Yandex Launches Search for Startups
- By Anastasia Golitsyna
- Jun. 03 2010 00:00
- Last edited 18:23
Yandex is launching its own search for startups, which the Russian search engine hopes to help grow — and then purchase them later.
Yandex “is looking for teams that are developing new technologies, applications and services,” Ilya Segalovich, one of the company's founders, told Vedomosti.
Several business incubators and startup communities have already agreed to help. Segalovich said Yandex was interested in all kinds of new web-based business models popular with a wide audience, but the main focus will be on multimedia technologies (face and map recognition, 3-D map modeling, speech analysis and synthesis), geolocation services (navigation, traffic monitoring), analysis and structuring of information flows (e-mails, blogs, newsfeeds), advertisement technologies and personal data management.
Yandex plans to provide startups with an application programming interface, or API, for all its services, which can attract teams that have a good idea but no technology to realize it, Segalovich said. For example, a project that needs, but cannot afford, a database of geographic maps will be able to get it from Yandex, he said.
The projects will be selected by venture capital funds and startup communities. StartupPoint, a business incubator at the Higher School of Economics, and GreenfieldProject have already agreed to participate. Yandex will not finance the startups, but may purchase them if they become successful.
Providing money and technology to startups is not enough — the small businesses need to know that they can grab the attention of big companies if they succeed, Sagalovich said. Arkady Moreinis, director of the Glavstart holding, which owns StartupPoint, agreed, saying startups lack infrastructural support.
Renat Garipov, a co-founder of Greenfield, said his company already knows of several projects it may offer Yandex. Lyudmila Pavlova, deputy head of HSE's business incubator, said Yandex was following international practice established by big tech companies such as Intel, Microsoft and Cisco, all of which collaborate with startups and support them.
A representative of Mail.ru said the company prefers to develop its own services without outside help, but it “scans the market for interesting offers and is open to investment ideas.”

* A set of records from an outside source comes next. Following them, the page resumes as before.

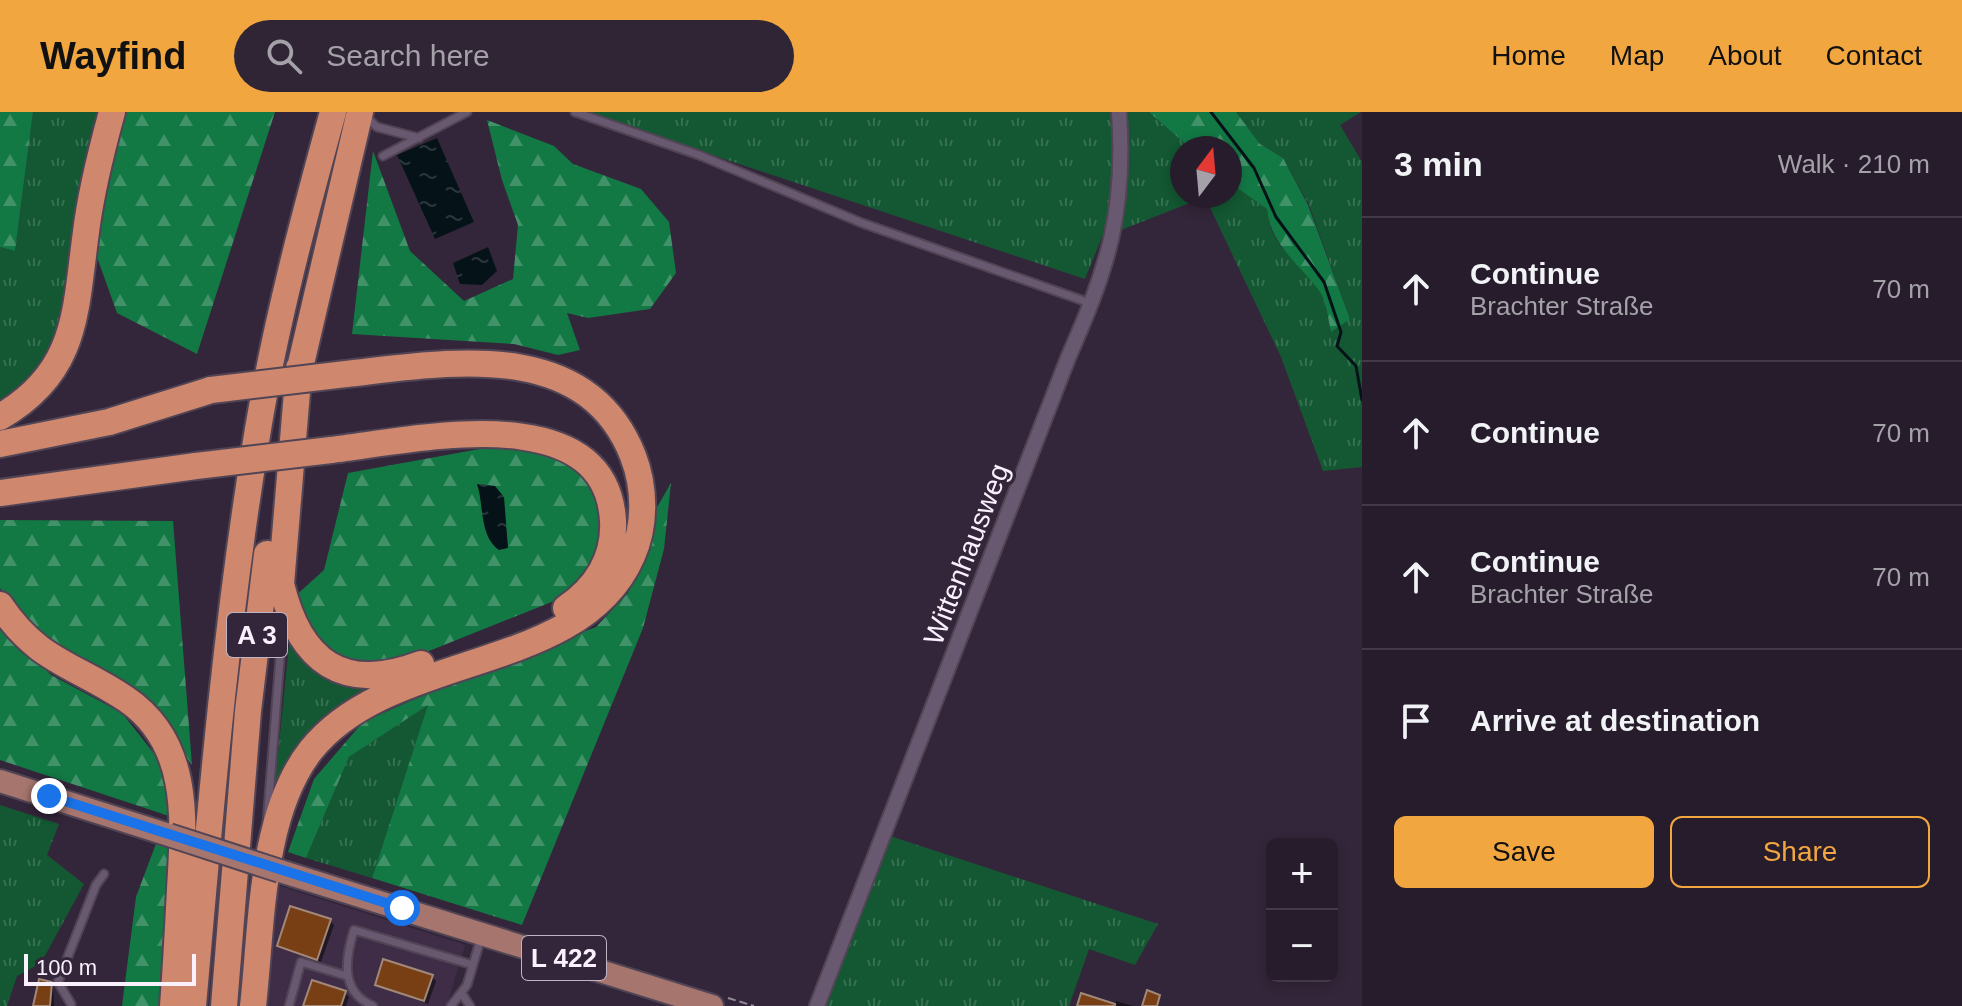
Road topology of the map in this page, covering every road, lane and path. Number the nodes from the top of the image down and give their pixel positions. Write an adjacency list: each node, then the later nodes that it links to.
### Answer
1 (112, 112): 12 (highway)
2 (333, 112): 28 (highway, A 3)
3 (360, 112): 7 (lane); 10 (highway, A 3)
4 (467, 112): 7 (lane)
5 (575, 112): 9 (lane)
6 (1119, 112): 9 (street, Wittenhausweg)
7 (419, 138): 8 (lane)
8 (383, 156)
9 (1092, 304): 37 (street, Wittenhausweg)
10 (299, 368): 16 (highway); 29 (highway, A 3)
11 (211, 390): 13 (highway); 14 (highway); 19 (highway, bridge)
12 (0, 417)
13 (0, 429)
14 (0, 444)
15 (0, 493): 16 (highway, bridge)
16 (285, 602): 19 (lane)
17 (0, 605): 27 (highway)
18 (0, 781): 19 (main road, L 422, bridge)
19 (274, 870): 21 (main road, L 422); 30 (highway)
20 (104, 874): 26 (lane)
21 (483, 932): 22 (lane); 36 (main road, L 422)
22 (473, 965): 23 (lane); 24 (lane)
23 (347, 976): 25 (lane); 31 (lane)
24 (462, 994): 34 (lane); 35 (lane)
25 (355, 996): 32 (lane); 33 (lane)
26 (71, 1004)
27 (173, 1006)
28 (193, 1006)
29 (224, 1006)
30 (253, 1006)
31 (289, 1006)
32 (352, 1006)
33 (373, 1006)
34 (451, 1006)
35 (470, 1006)
36 (712, 1006)
37 (817, 1006)

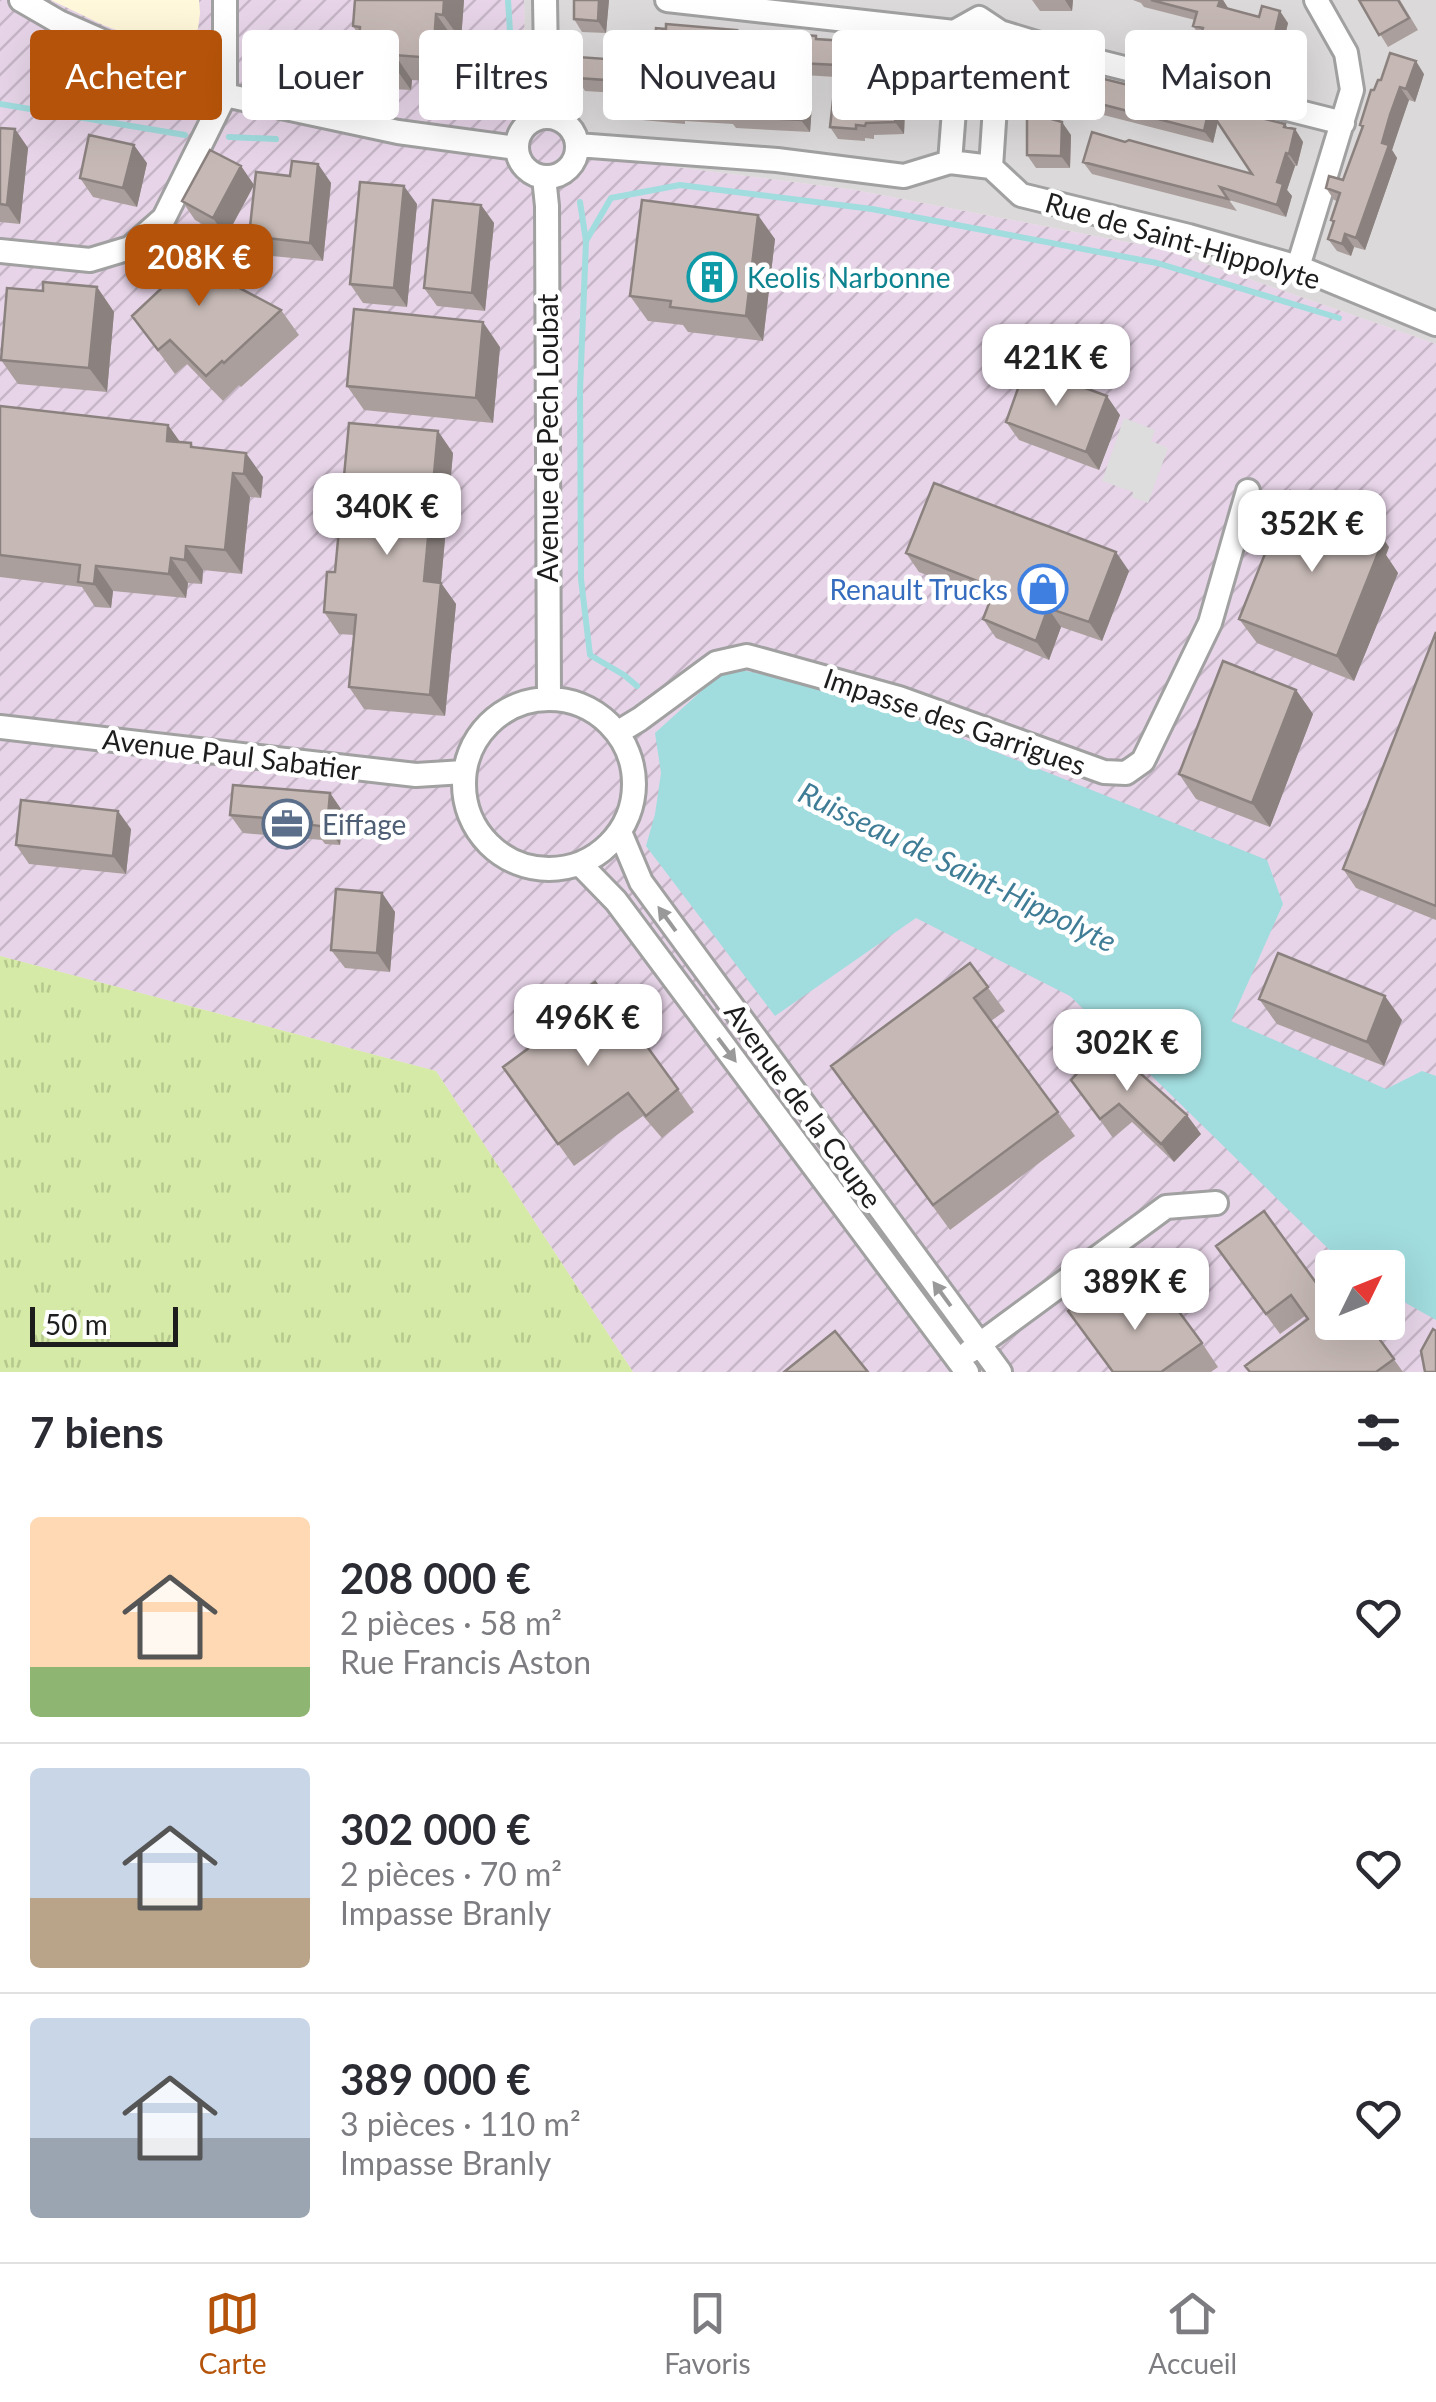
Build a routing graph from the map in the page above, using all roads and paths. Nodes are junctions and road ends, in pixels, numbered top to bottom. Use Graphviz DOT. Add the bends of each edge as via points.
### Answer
graph roads {
  1 [pos="20,0"];
  2 [pos="225,0"];
  3 [pos="545,0"];
  4 [pos="668,0"];
  5 [pos="1316,0"];
  6 [pos="979,9"];
  7 [pos="546,30"];
  8 [pos="936,30"];
  9 [pos="956,30"];
  10 [pos="998,30"];
  11 [pos="1105,63"];
  12 [pos="226,95"];
  13 [pos="538,120"];
  14 [pos="557,120"];
  15 [pos="953,120"];
  16 [pos="994,120"];
  17 [pos="1343,124"];
  18 [pos="577,145"];
  19 [pos="517,148"];
  20 [pos="950,162"];
  21 [pos="991,167"];
  22 [pos="544,177"];
  23 [pos="0,251"];
  24 [pos="1298,266"];
  25 [pos="1436,324"];
  26 [pos="1248,490"];
  27 [pos="549,699"];
  28 [pos="0,727"];
  29 [pos="617,733"];
  30 [pos="464,772"];
  31 [pos="620,832"];
  32 [pos="580,864"];
  33 [pos="1216,1203"];
  34 [pos="979,1344"];
  35 [pos="963,1366"];
  36 [pos="1000,1372"];
  1 -- 12 [label="street"];
  2 -- 12 [label="street"];
  3 -- 7 [label="street"];
  4 -- 8 [label="street"];
  5 -- 17 [label="street" via="1346,53 1352,90"];
  6 -- 9 [label="street"];
  6 -- 10 [label="street"];
  11 -- 17 [label="street"];
  12 -- 19 [label="street" via="398,132"];
  12 -- 23 [label="street" via="164,218 130,248 90,260"];
  13 -- 19 [label="street" via="529,123"];
  14 -- 18 [label="street"];
  15 -- 20 [label="street"];
  16 -- 21 [label="street"];
  17 -- 24 [label="street"];
  18 -- 20 [label="street" via="904,176"];
  18 -- 22 [label="street" via="564,172"];
  19 -- 22 [label="street" via="522,164"];
  20 -- 21 [label="street"];
  21 -- 24 [label="street, Rue de Saint-Hippolyte" via="1020,195"];
  22 -- 27 [label="street, Avenue de Pech Loubat"];
  24 -- 25 [label="street, Rue de Saint-Hippolyte"];
  26 -- 29 [label="street, Impasse des Garrigues" via="1210,623 1143,760 1126,774 1104,772 899,698 746,656 716,662"];
  27 -- 29 [label="street" via="587,709"];
  27 -- 30 [label="street" via="502,712 484,728"];
  28 -- 30 [label="street, Avenue Paul Sabatier" via="416,775"];
  29 -- 31 [label="street" via="634,782"];
  30 -- 32 [label="street" via="465,802 476,829 496,851 522,866"];
  31 -- 32 [label="street"];
  34 -- 31 [label="street, Avenue de la Coupe, one-way" via="641,882"];
  32 -- 35 [label="street, Avenue de la Coupe, one-way" via="616,901"];
  33 -- 34 [label="street" via="1166,1207"];
  34 -- 35 [label="street"];
  34 -- 36 [label="street, Avenue de la Coupe"];
}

But startups with concise business plans and competent management are a rarity, he said. Mail.ru has taken an alternative route to search for new services — it released an API that allows outside developers to create applications for its “Moi mir@Mail.ru” project, profiting together with Mail.ru.
I-Jet, a software company, earned $20 million in a year after using social network Vkontakte's API to develop the “Happy Farmer” game.